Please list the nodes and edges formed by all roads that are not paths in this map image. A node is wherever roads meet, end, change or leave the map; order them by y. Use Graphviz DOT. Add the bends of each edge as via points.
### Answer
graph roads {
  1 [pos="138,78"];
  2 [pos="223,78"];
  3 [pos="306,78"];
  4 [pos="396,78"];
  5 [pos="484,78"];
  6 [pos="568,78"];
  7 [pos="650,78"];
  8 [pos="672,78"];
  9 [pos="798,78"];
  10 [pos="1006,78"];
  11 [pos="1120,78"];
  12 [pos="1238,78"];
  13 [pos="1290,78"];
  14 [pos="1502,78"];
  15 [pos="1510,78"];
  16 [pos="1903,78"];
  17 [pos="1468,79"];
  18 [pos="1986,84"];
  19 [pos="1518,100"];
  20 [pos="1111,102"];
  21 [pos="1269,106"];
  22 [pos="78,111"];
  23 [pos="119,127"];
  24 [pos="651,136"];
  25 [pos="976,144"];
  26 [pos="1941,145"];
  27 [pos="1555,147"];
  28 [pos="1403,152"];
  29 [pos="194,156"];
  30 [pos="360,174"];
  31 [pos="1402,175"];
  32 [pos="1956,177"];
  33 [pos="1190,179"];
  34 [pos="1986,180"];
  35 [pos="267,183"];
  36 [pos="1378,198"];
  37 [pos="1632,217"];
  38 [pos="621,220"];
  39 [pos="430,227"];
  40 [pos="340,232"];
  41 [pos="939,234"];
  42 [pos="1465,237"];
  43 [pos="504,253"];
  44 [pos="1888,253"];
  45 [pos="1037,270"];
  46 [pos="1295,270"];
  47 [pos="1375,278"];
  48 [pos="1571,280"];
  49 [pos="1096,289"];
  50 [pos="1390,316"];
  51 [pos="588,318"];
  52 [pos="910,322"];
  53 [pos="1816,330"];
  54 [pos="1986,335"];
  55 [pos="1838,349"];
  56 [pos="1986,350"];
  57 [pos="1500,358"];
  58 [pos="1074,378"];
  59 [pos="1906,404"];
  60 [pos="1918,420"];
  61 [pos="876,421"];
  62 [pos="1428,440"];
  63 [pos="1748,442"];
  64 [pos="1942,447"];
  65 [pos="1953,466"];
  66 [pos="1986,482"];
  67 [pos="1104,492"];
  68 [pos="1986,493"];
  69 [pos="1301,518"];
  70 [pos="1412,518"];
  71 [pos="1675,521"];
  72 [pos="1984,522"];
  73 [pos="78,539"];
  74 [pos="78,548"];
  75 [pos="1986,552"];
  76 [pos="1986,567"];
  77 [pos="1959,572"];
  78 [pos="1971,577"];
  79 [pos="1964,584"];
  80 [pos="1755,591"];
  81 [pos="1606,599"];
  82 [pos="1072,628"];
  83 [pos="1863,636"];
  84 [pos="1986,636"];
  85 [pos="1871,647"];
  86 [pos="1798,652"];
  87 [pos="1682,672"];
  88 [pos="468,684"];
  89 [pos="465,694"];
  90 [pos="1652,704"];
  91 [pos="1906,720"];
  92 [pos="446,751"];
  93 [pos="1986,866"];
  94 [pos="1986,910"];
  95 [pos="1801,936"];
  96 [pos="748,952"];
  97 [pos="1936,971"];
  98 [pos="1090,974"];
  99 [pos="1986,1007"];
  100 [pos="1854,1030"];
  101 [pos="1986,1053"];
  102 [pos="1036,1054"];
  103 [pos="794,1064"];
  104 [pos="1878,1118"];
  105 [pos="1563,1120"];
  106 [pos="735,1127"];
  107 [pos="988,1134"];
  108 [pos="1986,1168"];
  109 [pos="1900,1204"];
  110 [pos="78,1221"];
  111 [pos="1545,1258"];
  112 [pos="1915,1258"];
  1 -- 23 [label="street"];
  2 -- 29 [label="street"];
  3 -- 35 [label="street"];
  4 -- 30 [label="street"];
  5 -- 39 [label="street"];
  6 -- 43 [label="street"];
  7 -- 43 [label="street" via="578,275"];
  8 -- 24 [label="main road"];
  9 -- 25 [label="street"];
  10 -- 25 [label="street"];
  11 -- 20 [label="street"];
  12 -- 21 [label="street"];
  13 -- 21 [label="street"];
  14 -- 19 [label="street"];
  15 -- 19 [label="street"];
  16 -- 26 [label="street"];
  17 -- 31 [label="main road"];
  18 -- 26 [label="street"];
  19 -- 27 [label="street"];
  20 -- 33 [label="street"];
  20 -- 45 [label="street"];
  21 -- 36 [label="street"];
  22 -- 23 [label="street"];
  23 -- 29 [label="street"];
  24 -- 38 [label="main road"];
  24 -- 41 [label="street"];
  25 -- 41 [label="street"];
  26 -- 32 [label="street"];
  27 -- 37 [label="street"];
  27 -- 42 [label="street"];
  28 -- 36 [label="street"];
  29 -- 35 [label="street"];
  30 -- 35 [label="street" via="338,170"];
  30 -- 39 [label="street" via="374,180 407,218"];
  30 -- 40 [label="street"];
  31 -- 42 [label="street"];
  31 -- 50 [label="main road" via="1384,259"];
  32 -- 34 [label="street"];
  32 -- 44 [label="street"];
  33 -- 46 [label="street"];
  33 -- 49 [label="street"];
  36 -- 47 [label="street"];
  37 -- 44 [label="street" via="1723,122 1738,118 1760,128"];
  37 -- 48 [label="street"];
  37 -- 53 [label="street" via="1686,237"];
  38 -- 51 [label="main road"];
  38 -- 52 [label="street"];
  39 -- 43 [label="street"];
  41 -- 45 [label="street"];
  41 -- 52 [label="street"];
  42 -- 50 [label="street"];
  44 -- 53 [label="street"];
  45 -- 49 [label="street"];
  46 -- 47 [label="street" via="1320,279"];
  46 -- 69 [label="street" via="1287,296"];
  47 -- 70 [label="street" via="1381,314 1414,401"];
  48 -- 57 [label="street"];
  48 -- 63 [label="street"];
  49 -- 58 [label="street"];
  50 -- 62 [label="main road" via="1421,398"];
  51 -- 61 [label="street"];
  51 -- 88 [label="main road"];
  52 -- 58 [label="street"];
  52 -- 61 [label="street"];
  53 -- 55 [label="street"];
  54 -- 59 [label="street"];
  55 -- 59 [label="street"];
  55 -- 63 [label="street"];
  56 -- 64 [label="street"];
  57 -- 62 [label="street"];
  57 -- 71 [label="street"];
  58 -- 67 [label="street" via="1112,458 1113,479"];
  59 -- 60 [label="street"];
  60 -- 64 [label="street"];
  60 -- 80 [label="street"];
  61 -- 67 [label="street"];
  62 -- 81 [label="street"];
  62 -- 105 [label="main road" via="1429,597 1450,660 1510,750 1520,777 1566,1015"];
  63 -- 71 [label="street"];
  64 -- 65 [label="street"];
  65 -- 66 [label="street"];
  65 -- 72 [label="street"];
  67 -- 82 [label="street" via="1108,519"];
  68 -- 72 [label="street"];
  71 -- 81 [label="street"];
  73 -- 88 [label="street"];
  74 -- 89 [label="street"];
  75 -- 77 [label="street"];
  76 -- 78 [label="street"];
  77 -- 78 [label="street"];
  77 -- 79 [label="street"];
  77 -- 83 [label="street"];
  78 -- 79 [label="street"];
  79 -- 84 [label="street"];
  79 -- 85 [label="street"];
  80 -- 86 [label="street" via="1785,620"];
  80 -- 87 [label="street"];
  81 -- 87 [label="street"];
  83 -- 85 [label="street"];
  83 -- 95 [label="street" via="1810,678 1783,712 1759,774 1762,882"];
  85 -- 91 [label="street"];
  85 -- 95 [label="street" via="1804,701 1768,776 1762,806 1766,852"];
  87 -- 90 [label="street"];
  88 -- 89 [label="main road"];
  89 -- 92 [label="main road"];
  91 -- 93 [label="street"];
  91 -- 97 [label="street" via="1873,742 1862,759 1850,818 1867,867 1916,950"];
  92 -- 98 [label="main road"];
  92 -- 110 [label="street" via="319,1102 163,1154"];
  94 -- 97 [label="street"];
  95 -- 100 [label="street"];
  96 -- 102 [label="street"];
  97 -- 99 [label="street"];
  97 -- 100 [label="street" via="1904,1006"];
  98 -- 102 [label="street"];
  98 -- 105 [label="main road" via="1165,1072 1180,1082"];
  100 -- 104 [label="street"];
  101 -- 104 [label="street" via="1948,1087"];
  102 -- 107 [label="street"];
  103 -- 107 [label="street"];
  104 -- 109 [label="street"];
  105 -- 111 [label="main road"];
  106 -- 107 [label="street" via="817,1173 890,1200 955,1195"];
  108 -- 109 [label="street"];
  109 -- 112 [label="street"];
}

• Work to complete: Which lines above hold the string "roads"? Show each of them.

• Problem solution:
Please list the nodes and edges formed by all roads that are not paths in this map image. A node is wherever roads meet, end, change or leave the map; order them by y. Use Graphviz DOT. Add the bends of each edge as via points.
graph roads {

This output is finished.